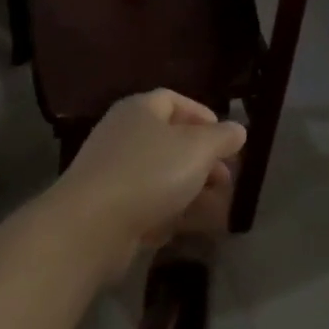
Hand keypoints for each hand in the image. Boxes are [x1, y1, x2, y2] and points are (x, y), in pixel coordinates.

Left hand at [49, 89, 247, 281]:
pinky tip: (190, 227)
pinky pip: (149, 203)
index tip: (228, 140)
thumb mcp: (198, 149)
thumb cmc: (149, 174)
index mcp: (140, 110)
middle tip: (227, 180)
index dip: (204, 117)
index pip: (174, 101)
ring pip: (163, 176)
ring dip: (193, 190)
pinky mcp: (110, 207)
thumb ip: (222, 137)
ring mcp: (114, 172)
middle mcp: (124, 134)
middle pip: (171, 141)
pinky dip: (171, 212)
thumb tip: (238, 129)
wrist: (91, 226)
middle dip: (204, 161)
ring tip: (219, 209)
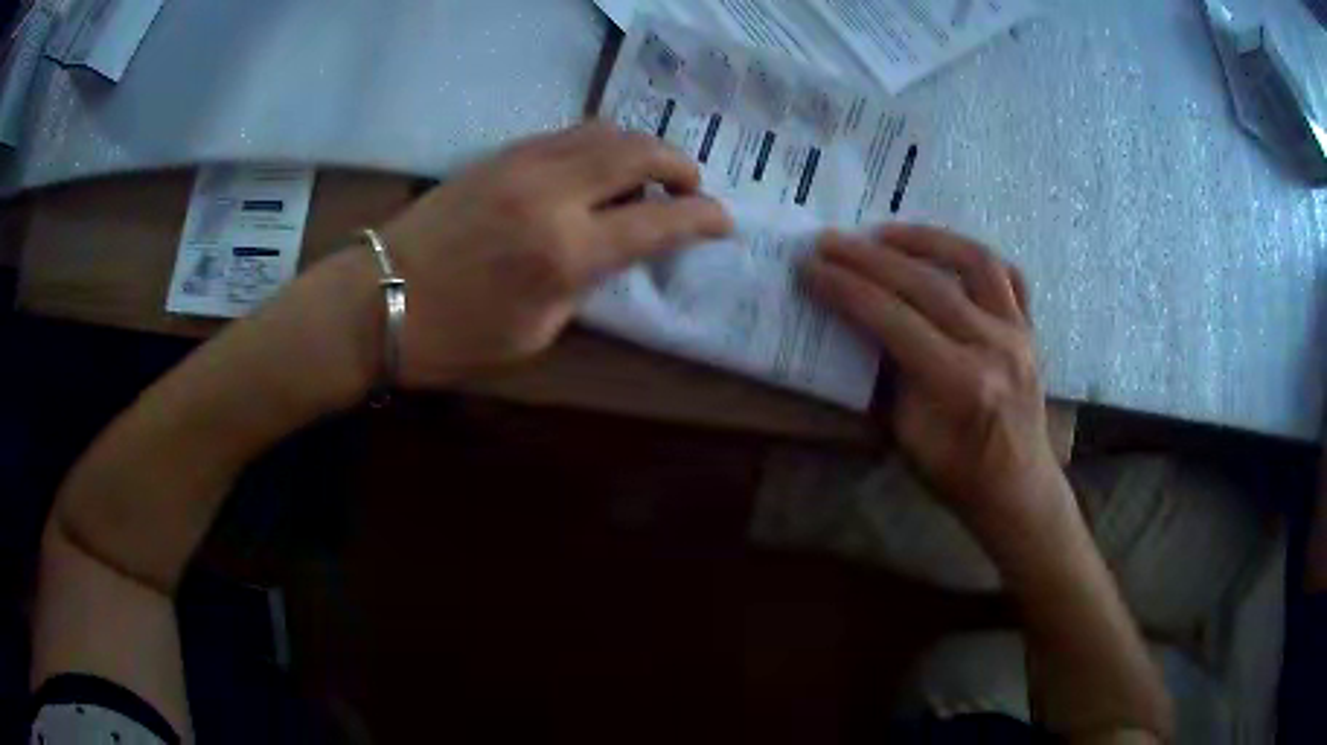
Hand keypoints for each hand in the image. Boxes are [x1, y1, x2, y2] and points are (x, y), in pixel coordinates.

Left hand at [377, 122, 732, 387]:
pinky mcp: (499, 155)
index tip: (723, 221)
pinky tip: (597, 167)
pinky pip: (566, 134)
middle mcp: (553, 193)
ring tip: (648, 173)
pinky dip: (598, 143)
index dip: (702, 217)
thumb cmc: (453, 336)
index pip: (659, 219)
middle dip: (679, 165)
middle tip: (690, 187)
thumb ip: (584, 285)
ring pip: (604, 131)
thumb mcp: (536, 332)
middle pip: (639, 152)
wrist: (377, 299)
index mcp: (565, 251)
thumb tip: (610, 252)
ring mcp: (523, 164)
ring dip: (640, 146)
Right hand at [805, 225, 1063, 531]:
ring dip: (925, 239)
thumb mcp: (908, 436)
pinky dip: (974, 256)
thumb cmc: (957, 475)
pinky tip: (945, 252)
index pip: (893, 320)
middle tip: (830, 241)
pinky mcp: (1030, 327)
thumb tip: (863, 326)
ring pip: (974, 261)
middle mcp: (994, 346)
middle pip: (926, 284)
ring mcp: (1019, 332)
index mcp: (961, 383)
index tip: (811, 268)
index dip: (847, 290)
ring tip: (884, 232)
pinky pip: (1007, 275)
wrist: (1017, 488)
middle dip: (870, 258)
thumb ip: (889, 376)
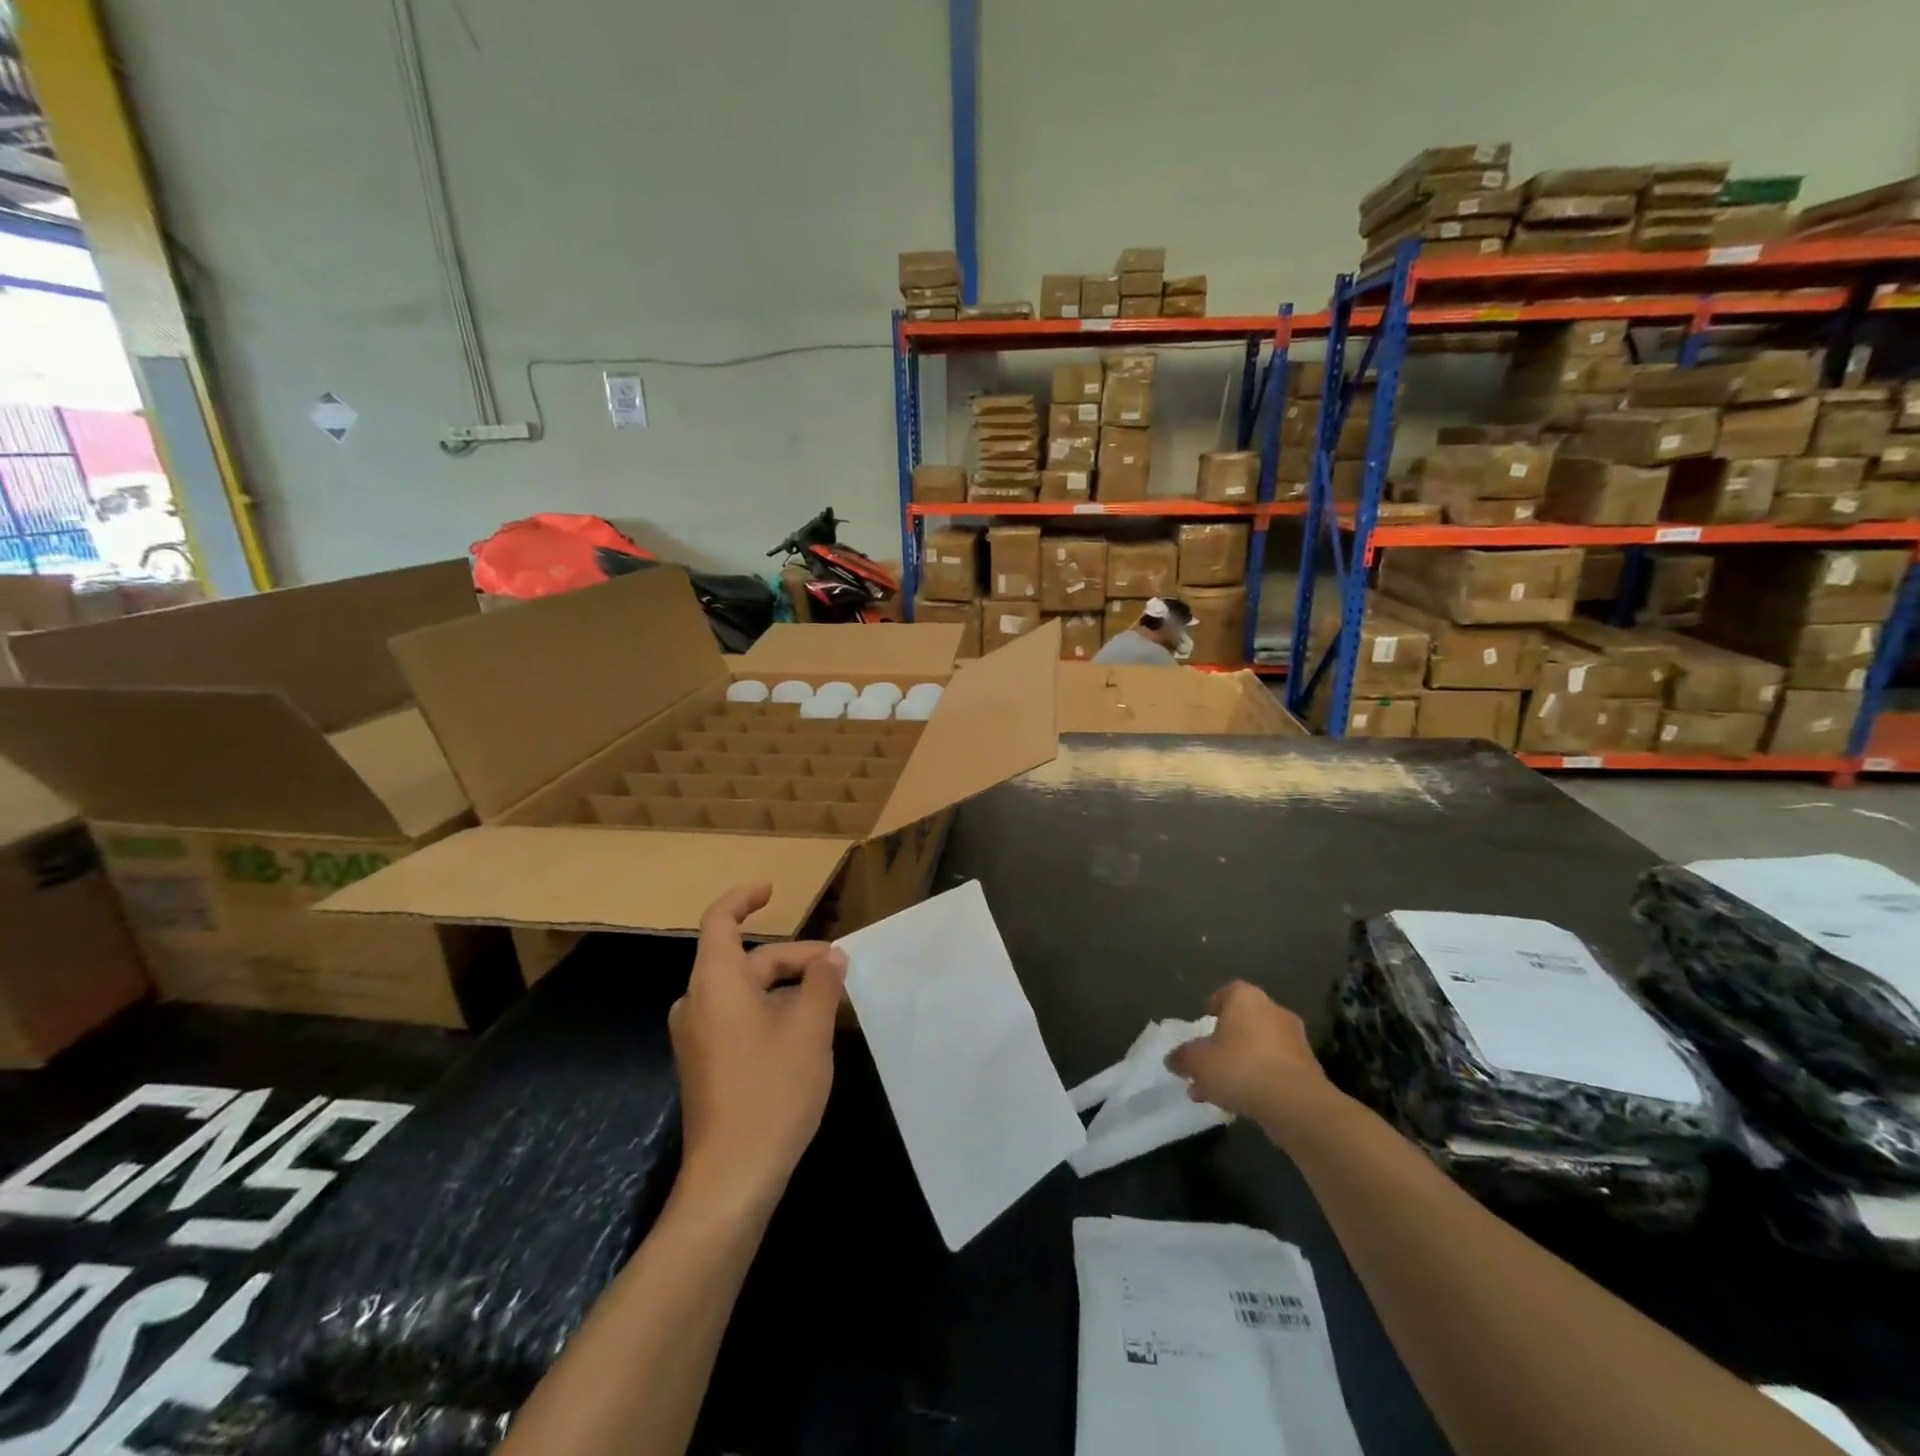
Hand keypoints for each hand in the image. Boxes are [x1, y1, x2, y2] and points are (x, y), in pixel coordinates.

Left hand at [670, 882, 846, 1210]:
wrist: (733, 1176)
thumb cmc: (772, 1090)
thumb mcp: (809, 1028)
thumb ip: (821, 982)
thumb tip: (830, 957)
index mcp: (715, 983)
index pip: (721, 921)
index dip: (745, 898)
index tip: (774, 891)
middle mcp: (697, 1003)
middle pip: (746, 960)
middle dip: (792, 958)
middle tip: (838, 970)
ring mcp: (698, 1037)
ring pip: (745, 992)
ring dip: (785, 987)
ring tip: (828, 1000)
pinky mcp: (705, 1064)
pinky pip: (738, 1018)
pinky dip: (770, 1010)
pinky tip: (804, 1032)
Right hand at [1166, 982, 1333, 1126]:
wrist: (1296, 1104)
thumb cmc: (1240, 1067)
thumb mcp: (1197, 1062)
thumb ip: (1182, 1057)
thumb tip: (1173, 1059)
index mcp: (1246, 998)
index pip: (1226, 992)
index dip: (1212, 1006)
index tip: (1203, 1023)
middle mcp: (1273, 1011)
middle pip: (1243, 1022)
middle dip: (1224, 1041)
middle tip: (1207, 1061)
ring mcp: (1294, 1040)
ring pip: (1258, 1048)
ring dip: (1239, 1064)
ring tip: (1217, 1091)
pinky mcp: (1308, 1069)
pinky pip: (1274, 1069)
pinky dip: (1258, 1080)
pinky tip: (1240, 1102)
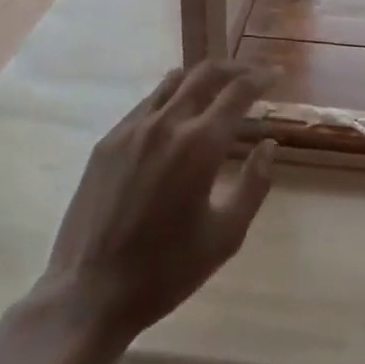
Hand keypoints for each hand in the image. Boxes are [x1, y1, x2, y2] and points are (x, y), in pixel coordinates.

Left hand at [29, 61, 277, 350]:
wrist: (88, 294)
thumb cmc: (165, 271)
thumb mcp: (225, 236)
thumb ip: (254, 185)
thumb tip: (269, 145)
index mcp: (199, 145)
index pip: (238, 91)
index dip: (261, 78)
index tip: (276, 75)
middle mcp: (166, 124)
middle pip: (205, 74)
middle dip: (234, 68)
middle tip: (252, 75)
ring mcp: (132, 129)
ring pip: (173, 82)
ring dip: (201, 77)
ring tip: (217, 87)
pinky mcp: (107, 141)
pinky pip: (147, 103)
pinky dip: (171, 96)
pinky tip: (177, 114)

▶ _TASK DIRECTIONS_: Track down every line in the entries that includes the string "Left", and copy it.

▶ _PROBLEM SOLUTION_:
Left hand at [49, 89, 247, 281]:
Left hand at [377, 122, 732, 387]:
Left hand at [670, 882, 846, 1210]:
Left hand at [29, 61, 277, 350]:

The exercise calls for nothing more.